#### EXTRACTED INFORMATION ####

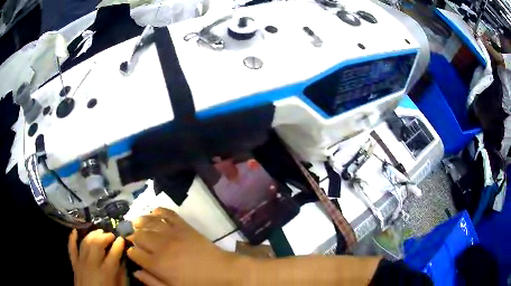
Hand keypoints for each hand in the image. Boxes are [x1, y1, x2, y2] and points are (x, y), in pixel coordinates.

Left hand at [68, 229, 125, 285]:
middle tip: (111, 235)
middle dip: (105, 236)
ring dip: (92, 234)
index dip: (118, 244)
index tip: (122, 239)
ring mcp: (81, 262)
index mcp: (106, 272)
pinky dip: (72, 239)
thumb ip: (122, 276)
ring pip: (85, 242)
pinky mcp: (74, 264)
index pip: (113, 254)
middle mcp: (92, 264)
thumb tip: (123, 262)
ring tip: (99, 232)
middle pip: (97, 244)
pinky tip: (74, 231)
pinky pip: (71, 248)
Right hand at [127, 207, 243, 285]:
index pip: (134, 253)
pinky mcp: (184, 226)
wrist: (224, 272)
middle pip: (139, 235)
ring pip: (149, 222)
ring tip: (136, 222)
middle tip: (131, 237)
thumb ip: (153, 282)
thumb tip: (135, 272)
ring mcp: (172, 233)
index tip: (131, 252)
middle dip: (132, 235)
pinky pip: (168, 213)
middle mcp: (161, 246)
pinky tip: (154, 212)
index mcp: (157, 264)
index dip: (130, 251)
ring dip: (140, 221)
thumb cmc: (198, 285)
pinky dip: (159, 210)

####

ASSIGNMENT —
Return each line of the entries that holds the string "index".

EXERCISE RESPONSE —
index dip: (118, 244)
index tip: (122, 239)
index mcp: (106, 272)
index pip: (113, 254)
index pip: (134, 253)
index tip: (131, 252)
index mcp: (157, 264)
index dip: (130, 251)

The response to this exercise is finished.